Maior investigação contra o PCC prescreve e réus são absolvidos pela Justiça

Processo que denunciou 175 integrantes, incluindo Marcola, é encerrado após mais de uma década sem julgamento.

A maior investigação já conduzida pelo Ministério Público de São Paulo contra o Primeiro Comando da Capital (PCC) foi encerrada sem qualquer punição. A 2ª Vara de Presidente Prudente reconheceu, em 2 de dezembro, a prescrição da pretensão punitiva, extinguindo a possibilidade de responsabilização de todos os 175 denunciados, entre eles Marco Willians Herbas Camacho, o Marcola, apontado como líder máximo da facção.

Foto: Reprodução/Arte Metrópoles

O dossiê, elaborado ao longo de três anos e meio, reuniu milhares de interceptações telefônicas, documentos, relatórios, apreensões e depoimentos, compondo um amplo mapeamento do funcionamento do PCC. A denúncia original, apresentada em 2013, detalhava a cadeia de comando, a circulação de drogas e armas, planos de homicídios e resgates, além de estimar faturamento mensal de cerca de R$ 10 milhões. O material também embasou pedidos de internação de lideranças no Regime Disciplinar Diferenciado (RDD) e prisões preventivas.

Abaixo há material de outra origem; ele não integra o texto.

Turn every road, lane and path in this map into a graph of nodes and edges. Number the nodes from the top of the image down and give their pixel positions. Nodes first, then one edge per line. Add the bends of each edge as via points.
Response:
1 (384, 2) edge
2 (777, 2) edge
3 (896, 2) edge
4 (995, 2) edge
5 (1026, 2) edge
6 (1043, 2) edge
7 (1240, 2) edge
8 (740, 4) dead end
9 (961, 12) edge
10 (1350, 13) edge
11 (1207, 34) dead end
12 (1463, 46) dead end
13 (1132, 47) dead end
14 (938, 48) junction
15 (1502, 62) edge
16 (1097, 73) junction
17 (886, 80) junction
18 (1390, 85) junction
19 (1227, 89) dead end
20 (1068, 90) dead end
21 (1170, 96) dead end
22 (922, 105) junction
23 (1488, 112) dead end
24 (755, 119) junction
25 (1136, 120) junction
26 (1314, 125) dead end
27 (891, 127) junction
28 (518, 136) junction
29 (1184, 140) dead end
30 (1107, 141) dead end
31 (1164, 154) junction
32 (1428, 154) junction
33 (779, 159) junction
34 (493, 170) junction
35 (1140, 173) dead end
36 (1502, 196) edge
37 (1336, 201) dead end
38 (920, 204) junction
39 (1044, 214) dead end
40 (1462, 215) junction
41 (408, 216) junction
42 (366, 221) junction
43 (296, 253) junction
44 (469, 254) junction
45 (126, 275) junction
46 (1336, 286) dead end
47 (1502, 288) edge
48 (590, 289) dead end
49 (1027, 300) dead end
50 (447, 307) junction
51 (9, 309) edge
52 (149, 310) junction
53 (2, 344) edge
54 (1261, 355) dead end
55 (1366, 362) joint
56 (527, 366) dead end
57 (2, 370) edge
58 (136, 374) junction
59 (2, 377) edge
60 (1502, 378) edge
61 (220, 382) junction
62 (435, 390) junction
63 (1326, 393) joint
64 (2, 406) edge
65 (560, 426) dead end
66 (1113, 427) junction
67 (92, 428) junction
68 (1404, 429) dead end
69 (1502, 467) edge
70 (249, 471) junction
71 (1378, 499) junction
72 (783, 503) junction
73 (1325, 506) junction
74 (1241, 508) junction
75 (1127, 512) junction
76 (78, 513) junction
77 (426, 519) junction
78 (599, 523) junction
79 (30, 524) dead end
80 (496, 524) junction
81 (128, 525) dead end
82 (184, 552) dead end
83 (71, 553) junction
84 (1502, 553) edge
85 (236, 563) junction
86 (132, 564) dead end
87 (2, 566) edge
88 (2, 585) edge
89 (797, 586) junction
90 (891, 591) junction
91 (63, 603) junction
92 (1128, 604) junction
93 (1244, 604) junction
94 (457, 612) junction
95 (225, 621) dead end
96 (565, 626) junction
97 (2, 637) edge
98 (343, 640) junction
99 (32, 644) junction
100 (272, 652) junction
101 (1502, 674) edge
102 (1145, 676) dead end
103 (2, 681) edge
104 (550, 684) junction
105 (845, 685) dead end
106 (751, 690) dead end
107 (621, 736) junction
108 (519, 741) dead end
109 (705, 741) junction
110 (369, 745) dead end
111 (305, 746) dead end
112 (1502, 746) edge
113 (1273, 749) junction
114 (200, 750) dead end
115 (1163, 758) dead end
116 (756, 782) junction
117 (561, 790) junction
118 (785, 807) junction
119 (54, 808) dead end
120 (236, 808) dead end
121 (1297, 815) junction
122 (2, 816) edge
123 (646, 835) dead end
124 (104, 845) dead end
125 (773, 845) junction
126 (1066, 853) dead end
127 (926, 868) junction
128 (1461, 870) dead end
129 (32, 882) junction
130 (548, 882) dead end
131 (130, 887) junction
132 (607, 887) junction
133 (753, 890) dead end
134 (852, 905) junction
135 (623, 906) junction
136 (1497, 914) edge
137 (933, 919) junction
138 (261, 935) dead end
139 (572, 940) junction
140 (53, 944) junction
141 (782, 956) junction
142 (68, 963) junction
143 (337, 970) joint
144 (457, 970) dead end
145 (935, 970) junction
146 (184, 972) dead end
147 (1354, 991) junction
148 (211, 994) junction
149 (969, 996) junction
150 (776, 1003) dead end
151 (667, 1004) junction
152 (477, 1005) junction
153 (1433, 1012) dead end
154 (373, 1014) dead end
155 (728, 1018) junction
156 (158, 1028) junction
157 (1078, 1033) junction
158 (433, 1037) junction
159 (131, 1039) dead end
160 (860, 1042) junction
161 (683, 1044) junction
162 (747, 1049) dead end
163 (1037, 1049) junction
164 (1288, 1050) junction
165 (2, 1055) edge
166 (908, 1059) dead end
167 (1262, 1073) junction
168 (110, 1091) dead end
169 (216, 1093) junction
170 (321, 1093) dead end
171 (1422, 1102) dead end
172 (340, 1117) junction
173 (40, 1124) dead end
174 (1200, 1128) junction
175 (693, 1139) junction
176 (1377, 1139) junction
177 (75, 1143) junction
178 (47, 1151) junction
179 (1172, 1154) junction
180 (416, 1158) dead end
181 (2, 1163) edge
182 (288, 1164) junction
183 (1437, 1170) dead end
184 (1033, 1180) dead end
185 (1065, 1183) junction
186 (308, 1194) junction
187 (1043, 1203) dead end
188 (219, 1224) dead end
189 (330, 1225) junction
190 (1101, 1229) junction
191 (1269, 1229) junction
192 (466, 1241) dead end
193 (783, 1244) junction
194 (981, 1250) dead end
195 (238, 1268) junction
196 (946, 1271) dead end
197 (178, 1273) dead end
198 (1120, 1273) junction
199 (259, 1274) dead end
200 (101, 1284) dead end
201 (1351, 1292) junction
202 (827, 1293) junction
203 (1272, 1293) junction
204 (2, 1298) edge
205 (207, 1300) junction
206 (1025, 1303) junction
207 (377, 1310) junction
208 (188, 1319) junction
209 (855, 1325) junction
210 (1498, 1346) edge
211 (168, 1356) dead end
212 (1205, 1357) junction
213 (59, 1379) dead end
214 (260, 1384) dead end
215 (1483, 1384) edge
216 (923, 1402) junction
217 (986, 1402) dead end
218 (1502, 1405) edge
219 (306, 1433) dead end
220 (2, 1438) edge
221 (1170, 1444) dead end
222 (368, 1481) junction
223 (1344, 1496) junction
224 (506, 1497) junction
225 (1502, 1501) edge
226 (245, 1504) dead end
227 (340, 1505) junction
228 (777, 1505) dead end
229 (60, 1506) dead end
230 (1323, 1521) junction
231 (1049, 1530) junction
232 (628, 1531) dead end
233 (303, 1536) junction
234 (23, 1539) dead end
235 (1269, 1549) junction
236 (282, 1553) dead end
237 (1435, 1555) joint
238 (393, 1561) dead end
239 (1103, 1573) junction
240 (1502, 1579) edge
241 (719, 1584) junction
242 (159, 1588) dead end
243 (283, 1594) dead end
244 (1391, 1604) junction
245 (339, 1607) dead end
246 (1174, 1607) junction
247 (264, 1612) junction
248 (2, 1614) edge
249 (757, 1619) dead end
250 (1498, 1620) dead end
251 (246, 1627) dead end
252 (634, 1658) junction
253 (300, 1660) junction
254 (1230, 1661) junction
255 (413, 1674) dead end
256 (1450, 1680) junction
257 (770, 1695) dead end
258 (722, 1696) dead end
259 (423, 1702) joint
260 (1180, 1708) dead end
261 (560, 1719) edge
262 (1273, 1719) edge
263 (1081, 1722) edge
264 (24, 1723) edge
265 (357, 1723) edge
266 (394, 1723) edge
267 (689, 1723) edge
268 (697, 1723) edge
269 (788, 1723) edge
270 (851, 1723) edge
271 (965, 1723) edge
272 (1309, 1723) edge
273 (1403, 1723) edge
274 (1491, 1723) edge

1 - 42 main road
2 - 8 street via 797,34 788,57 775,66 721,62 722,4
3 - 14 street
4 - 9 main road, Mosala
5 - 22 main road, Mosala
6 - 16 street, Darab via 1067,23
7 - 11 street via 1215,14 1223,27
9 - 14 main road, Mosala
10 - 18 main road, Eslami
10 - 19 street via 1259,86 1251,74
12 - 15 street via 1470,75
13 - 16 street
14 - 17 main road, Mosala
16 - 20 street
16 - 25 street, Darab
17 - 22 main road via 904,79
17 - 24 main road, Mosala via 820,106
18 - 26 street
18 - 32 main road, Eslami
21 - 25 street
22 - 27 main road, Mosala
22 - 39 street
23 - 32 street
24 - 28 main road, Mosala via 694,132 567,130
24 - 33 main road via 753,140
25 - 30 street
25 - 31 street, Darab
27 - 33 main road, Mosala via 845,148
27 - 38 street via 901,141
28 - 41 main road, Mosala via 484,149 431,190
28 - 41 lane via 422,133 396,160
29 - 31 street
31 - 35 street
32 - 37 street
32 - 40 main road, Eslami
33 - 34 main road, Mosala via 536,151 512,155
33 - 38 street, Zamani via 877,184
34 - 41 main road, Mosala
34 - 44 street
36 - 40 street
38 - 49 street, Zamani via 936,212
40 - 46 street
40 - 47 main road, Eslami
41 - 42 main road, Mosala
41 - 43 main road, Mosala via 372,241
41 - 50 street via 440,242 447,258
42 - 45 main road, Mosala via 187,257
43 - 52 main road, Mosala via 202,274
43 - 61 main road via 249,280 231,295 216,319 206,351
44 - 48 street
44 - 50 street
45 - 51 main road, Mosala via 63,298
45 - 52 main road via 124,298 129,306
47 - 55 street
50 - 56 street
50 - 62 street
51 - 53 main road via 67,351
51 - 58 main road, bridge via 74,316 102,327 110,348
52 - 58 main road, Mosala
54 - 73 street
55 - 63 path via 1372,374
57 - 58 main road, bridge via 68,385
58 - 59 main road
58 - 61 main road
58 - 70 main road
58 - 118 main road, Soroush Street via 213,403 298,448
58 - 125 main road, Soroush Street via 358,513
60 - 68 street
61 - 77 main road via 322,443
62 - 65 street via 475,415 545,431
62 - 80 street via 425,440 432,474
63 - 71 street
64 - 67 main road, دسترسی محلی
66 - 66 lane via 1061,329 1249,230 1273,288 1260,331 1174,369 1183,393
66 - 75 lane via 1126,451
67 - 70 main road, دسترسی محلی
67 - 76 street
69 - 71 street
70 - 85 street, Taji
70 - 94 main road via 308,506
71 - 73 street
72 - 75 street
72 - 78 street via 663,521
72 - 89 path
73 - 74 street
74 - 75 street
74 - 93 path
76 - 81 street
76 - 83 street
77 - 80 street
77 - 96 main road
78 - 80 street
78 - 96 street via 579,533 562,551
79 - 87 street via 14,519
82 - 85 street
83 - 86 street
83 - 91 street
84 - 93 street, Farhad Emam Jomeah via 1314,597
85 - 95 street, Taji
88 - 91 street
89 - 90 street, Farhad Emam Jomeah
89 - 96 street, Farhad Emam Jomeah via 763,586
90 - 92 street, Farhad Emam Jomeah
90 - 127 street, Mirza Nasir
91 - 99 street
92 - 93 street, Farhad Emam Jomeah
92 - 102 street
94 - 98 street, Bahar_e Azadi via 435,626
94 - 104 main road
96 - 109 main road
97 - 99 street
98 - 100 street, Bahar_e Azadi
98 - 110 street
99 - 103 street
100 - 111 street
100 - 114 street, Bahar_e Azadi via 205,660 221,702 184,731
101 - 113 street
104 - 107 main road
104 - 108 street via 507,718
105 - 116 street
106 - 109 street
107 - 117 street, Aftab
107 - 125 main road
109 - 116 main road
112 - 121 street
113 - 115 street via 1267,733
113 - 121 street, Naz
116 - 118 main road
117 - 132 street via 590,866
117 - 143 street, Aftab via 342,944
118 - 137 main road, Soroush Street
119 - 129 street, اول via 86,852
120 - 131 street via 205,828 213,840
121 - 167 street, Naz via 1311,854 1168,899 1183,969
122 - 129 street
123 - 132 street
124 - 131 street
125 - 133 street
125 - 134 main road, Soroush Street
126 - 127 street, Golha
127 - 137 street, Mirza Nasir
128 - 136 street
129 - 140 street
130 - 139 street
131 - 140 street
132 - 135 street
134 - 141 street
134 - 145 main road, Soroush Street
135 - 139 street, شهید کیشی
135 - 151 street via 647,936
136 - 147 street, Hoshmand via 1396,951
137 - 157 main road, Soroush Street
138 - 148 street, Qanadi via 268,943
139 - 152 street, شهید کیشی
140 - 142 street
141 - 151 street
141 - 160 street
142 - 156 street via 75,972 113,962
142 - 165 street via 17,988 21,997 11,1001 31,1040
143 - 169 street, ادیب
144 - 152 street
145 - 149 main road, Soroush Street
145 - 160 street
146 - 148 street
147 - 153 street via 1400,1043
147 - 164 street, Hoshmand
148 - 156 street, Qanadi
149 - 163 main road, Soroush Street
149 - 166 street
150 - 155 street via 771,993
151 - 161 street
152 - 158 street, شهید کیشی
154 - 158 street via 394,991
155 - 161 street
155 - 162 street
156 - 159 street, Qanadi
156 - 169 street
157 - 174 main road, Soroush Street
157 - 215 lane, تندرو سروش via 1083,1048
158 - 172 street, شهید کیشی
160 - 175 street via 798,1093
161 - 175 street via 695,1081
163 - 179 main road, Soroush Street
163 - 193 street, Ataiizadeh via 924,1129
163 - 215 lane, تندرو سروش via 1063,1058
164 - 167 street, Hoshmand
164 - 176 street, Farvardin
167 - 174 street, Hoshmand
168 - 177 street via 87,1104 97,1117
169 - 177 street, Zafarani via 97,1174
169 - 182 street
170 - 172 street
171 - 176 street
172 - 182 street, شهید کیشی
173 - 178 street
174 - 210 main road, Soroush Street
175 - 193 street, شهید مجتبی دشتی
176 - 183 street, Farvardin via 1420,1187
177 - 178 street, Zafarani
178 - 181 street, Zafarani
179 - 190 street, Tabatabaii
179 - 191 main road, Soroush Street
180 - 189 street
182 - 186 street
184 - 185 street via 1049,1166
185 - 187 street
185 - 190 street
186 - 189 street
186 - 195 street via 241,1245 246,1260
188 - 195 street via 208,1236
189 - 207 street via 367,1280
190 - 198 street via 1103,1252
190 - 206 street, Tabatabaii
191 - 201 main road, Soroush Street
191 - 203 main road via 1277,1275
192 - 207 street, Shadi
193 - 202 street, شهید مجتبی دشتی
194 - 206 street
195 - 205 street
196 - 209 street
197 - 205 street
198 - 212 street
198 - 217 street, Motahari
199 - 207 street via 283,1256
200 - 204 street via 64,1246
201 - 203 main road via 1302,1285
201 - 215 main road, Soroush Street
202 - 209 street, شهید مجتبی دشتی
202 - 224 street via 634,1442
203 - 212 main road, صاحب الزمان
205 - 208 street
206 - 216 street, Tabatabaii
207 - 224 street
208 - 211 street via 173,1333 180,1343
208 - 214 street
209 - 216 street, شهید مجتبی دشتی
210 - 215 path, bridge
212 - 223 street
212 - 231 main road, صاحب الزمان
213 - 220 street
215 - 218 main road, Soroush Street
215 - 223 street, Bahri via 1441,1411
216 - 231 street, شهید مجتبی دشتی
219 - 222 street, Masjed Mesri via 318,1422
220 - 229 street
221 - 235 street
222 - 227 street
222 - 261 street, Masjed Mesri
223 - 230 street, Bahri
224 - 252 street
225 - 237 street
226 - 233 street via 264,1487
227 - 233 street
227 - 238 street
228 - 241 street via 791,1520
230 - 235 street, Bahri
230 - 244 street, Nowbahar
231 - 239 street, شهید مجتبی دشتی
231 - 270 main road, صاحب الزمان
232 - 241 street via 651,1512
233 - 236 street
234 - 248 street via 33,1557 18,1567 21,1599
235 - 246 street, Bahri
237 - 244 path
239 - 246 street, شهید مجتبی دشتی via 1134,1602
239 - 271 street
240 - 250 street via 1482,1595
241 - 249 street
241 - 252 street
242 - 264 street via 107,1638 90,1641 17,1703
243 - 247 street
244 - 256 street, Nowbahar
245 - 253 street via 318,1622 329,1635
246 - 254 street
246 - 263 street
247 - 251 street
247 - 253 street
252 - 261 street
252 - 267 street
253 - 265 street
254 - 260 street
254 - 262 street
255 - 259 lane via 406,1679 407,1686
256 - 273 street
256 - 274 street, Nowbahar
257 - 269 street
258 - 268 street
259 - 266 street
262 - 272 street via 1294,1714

Apesar do volume de informações, o processo não avançou para julgamento. Decisões liminares, recursos, desmembramentos da ação penal e debates sobre procedimentos prolongaram a tramitação por mais de dez anos. Quando o mérito foi analisado, em 2025, os prazos legais já haviam expirado.

No despacho que reconhece a prescrição, a juíza responsável apontou que todos os crimes imputados estavam fora do prazo para punição, considerando o tempo decorrido, as penas máximas e o andamento processual sem sentença. Com isso, determinou a absolvição de todos os réus.

A defesa de Marcola, representada pelo advogado Bruno Ferullo, afirmou que a decisão cumpre o que estabelece a legislação brasileira. Em nota, destacou que a prescrição é uma garantia constitucional e que o Estado não pode manter o poder punitivo indefinidamente. Segundo ele, a decisão reforça princípios como a duração razoável do processo e o devido processo legal.